Lo ha annunciato l’azienda stessa in occasione della Black Hat Conference appena tenutasi a Las Vegas, uno dei più importanti appuntamenti annuali per gli addetti ai lavori e gli appassionati di cybersicurezza. Guadagnare un milione di dollari  non è però così facile: bisogna scoprire una vulnerabilità di gravità estrema, che consenta potenzialmente di realizzare un attacco zero-click in cui si prenda pieno controllo del kernel di iOS. E si suppone, o si spera, che debolezze di questo genere all’interno del sistema operativo dell’iPhone non esistano. Ricompense in denaro sono previste anche per chi segnali problemi in macOS, tvOS e watchOS, ma anche nella piattaforma di archiviazione e sincronizzazione dei file iCloud.

 

La strategia di Apple è cambiata in modo evidente, e giocoforza.
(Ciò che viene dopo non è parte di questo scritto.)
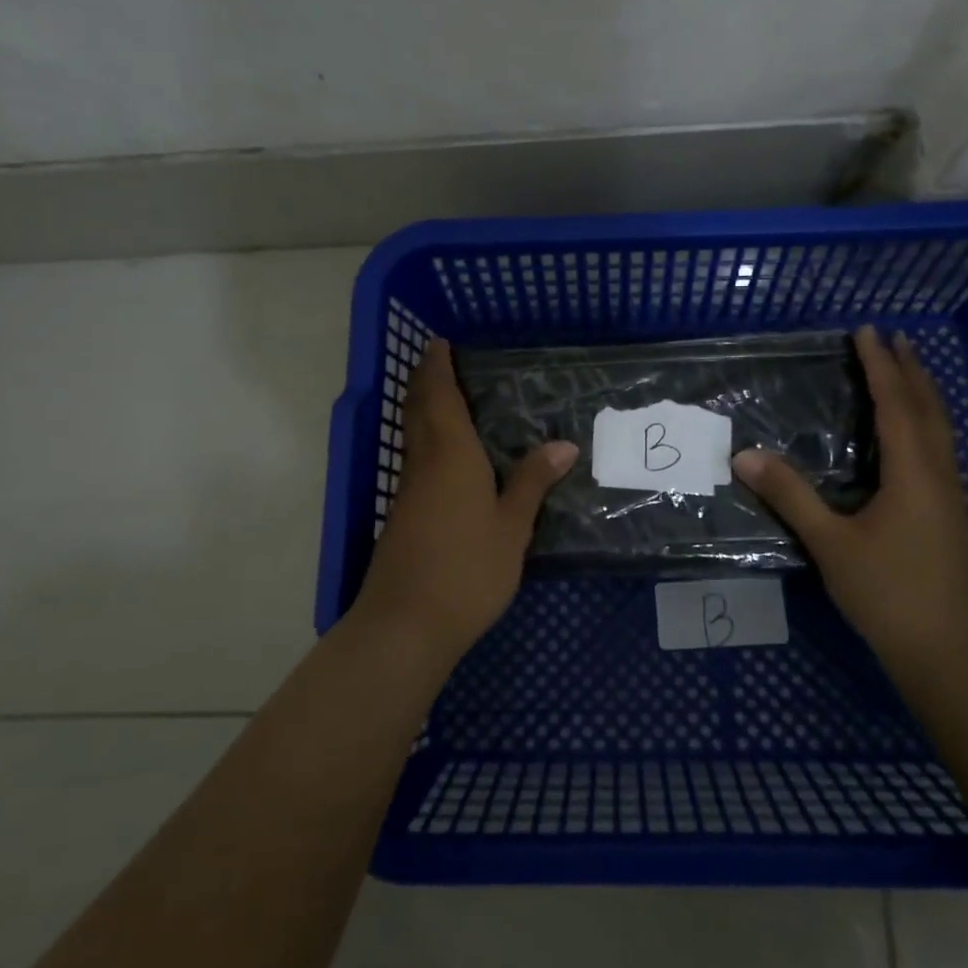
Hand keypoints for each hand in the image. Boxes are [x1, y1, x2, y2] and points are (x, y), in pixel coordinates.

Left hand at [358, 339, 577, 655]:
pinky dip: (427, 441)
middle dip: (425, 381)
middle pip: (419, 410)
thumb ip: (532, 483)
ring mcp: (409, 491)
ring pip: (414, 435)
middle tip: (440, 360)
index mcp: (451, 455)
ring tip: (448, 398)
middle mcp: (425, 464)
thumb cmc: (467, 569)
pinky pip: (417, 460)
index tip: (439, 342)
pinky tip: (446, 455)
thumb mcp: (511, 527)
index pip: (439, 397)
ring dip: (424, 409)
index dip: (437, 367)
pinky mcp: (404, 515)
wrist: (406, 624)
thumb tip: (563, 444)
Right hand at [732, 325, 967, 682]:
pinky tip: (912, 439)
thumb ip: (790, 496)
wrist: (951, 657)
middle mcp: (941, 476)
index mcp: (914, 474)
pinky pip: (940, 451)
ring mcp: (953, 499)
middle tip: (894, 338)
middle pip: (929, 409)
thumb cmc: (889, 595)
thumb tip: (744, 455)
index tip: (867, 331)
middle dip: (911, 371)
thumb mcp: (831, 544)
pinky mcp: (953, 519)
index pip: (896, 404)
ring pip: (941, 431)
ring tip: (906, 373)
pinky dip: (926, 425)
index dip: (881, 365)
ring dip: (923, 396)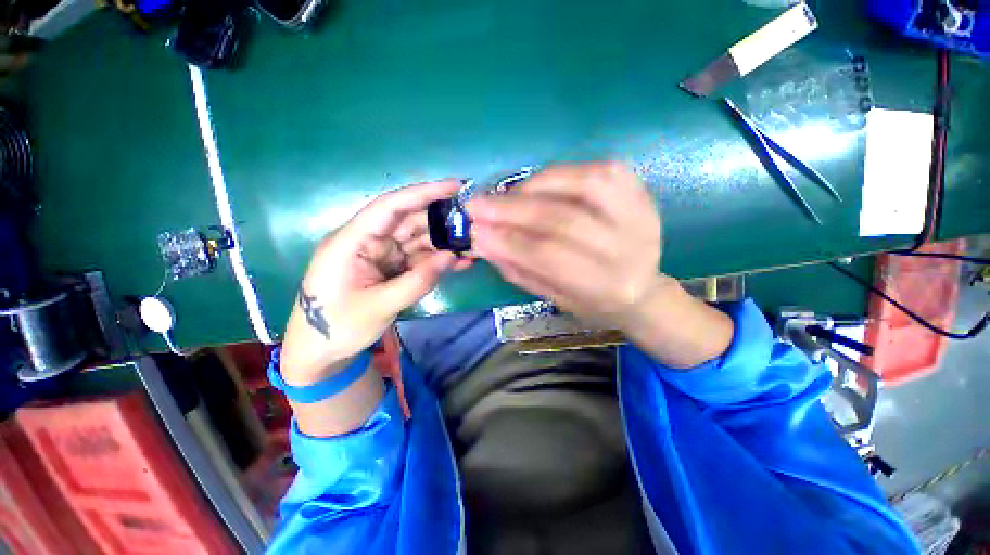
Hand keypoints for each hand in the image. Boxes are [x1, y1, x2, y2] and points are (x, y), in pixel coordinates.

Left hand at [280, 179, 468, 385]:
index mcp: (352, 241)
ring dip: (444, 242)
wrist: (321, 353)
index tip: (454, 187)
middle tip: (474, 221)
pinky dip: (438, 261)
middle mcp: (368, 241)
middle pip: (409, 221)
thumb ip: (417, 281)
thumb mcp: (379, 307)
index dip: (422, 193)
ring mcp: (381, 255)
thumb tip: (452, 256)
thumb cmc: (338, 328)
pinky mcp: (391, 268)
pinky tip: (461, 262)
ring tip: (474, 244)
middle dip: (441, 220)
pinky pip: (418, 259)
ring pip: (418, 240)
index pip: (390, 206)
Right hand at [469, 162, 733, 368]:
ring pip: (579, 185)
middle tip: (476, 205)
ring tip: (503, 197)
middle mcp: (628, 246)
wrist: (642, 288)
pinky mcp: (638, 190)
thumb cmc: (594, 301)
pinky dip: (557, 175)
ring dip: (531, 187)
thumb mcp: (554, 297)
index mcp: (607, 285)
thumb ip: (519, 269)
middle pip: (560, 218)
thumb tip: (482, 241)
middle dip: (510, 210)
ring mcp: (638, 212)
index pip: (547, 255)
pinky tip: (534, 186)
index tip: (474, 231)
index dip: (506, 241)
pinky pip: (593, 170)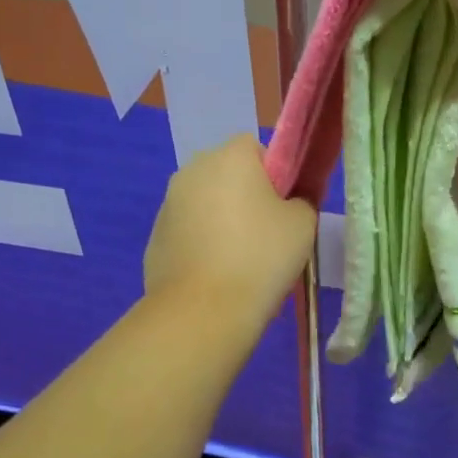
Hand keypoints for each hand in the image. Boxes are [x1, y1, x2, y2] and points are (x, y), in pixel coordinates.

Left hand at [143, 134, 317, 326]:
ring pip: (205, 203)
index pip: (255, 146)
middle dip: (245, 195)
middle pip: (226, 173)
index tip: (285, 206)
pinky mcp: (154, 238)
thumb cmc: (260, 257)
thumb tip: (288, 203)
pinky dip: (202, 245)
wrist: (202, 311)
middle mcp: (192, 170)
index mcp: (229, 156)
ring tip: (241, 261)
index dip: (275, 173)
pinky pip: (188, 232)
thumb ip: (300, 201)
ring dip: (221, 220)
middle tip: (267, 234)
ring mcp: (168, 204)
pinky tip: (216, 276)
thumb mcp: (303, 224)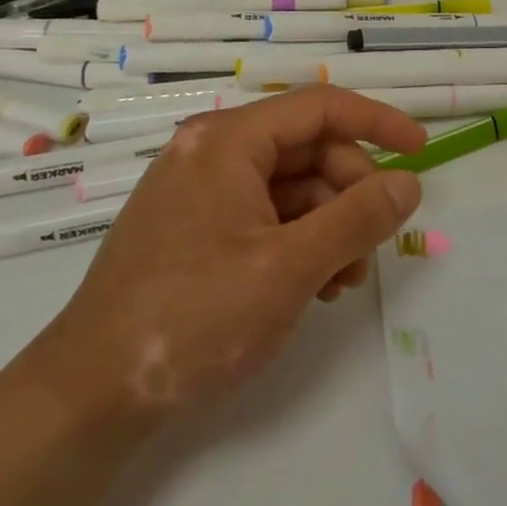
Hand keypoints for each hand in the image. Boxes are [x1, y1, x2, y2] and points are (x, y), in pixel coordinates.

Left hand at [30, 87, 428, 435]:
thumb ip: (357, 219)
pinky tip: (312, 286)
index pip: (321, 106)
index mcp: (228, 141)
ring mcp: (201, 190)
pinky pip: (266, 214)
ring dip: (329, 226)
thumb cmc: (191, 319)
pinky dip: (299, 241)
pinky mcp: (196, 227)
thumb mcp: (288, 269)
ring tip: (340, 282)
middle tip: (370, 250)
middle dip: (350, 196)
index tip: (420, 151)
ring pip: (292, 186)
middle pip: (310, 150)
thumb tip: (409, 184)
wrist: (86, 399)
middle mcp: (212, 152)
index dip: (379, 122)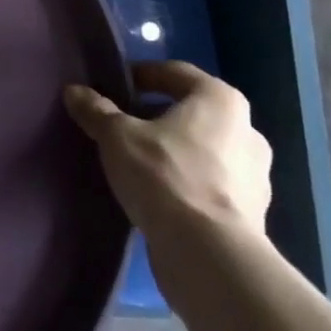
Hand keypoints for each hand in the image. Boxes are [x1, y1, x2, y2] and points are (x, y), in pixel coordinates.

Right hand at [64, 60, 270, 249]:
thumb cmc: (165, 175)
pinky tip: (157, 194)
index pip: (176, 73)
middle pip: (192, 113)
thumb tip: (74, 92)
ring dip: (174, 151)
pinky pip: (210, 185)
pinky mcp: (252, 217)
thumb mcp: (117, 135)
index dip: (142, 76)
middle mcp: (247, 132)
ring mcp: (255, 178)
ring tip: (137, 162)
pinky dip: (186, 183)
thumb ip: (96, 110)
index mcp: (221, 101)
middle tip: (124, 124)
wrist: (210, 257)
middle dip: (158, 116)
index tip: (116, 87)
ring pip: (204, 150)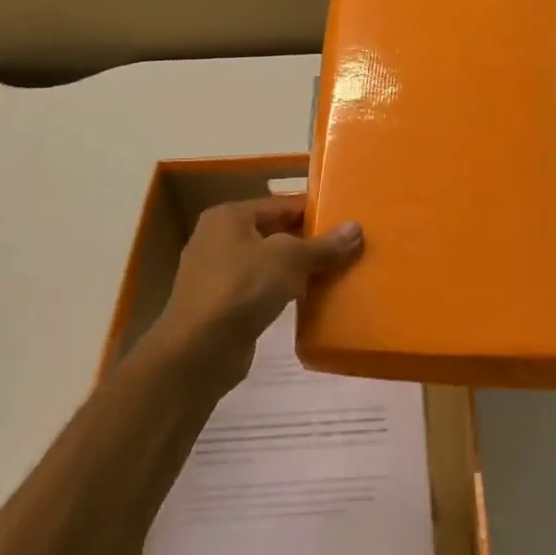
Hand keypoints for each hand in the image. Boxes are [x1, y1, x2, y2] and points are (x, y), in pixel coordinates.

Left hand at [151, 198, 362, 387]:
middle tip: (348, 247)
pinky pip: (261, 290)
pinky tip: (309, 300)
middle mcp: (218, 239)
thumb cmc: (242, 288)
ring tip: (336, 272)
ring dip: (297, 269)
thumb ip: (323, 245)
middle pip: (274, 233)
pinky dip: (283, 292)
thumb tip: (356, 229)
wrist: (199, 350)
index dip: (314, 211)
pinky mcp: (223, 305)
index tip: (347, 220)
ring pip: (268, 263)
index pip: (281, 204)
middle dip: (308, 241)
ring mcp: (217, 274)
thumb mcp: (289, 259)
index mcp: (229, 217)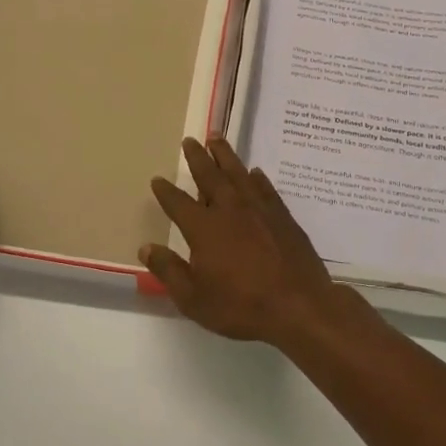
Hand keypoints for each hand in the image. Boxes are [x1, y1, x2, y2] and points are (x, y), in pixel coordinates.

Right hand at [143, 138, 343, 343]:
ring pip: (238, 174)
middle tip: (190, 140)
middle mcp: (230, 210)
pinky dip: (257, 178)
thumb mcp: (194, 298)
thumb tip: (146, 248)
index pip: (178, 203)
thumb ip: (169, 271)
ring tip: (217, 139)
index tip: (158, 179)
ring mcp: (259, 210)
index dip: (166, 191)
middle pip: (210, 176)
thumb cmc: (241, 306)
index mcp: (204, 228)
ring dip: (226, 156)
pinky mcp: (282, 216)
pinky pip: (266, 188)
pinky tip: (255, 173)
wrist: (299, 305)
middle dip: (197, 158)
Fino a ieri il programma ammetteva un premio da 200.000 dollari per la scoperta della vulnerabilità più grave, e non per tutte le segnalazioni erano previste ricompense in denaro. PIù volte è capitato in passato che alcune persone, in assenza di premi giudicati adeguati, si rifiutassero di segnalare la loro scoperta.

 

Anche il programma di bug bounty di Microsoft è diventato più generoso. Per la scoperta di falle nel software di Azure il premio raddoppia: da 20.000 dollari di limite massimo, si passa a 40.000. Ma si può arrivare a cifre molto superiori vincendo una sorta di sfida che l’azienda di Redmond ha lanciato. È stata creata un’infrastruttura cloud dedicata ai ricercatori di sicurezza e chiamata Azure Security Lab: qui gli “hacker a fin di bene” potranno mettere alla prova le proprie abilità e, nel caso riescano a sferrare attacchi a scopo dimostrativo, potranno guadagnare fino a 300.000 dollari.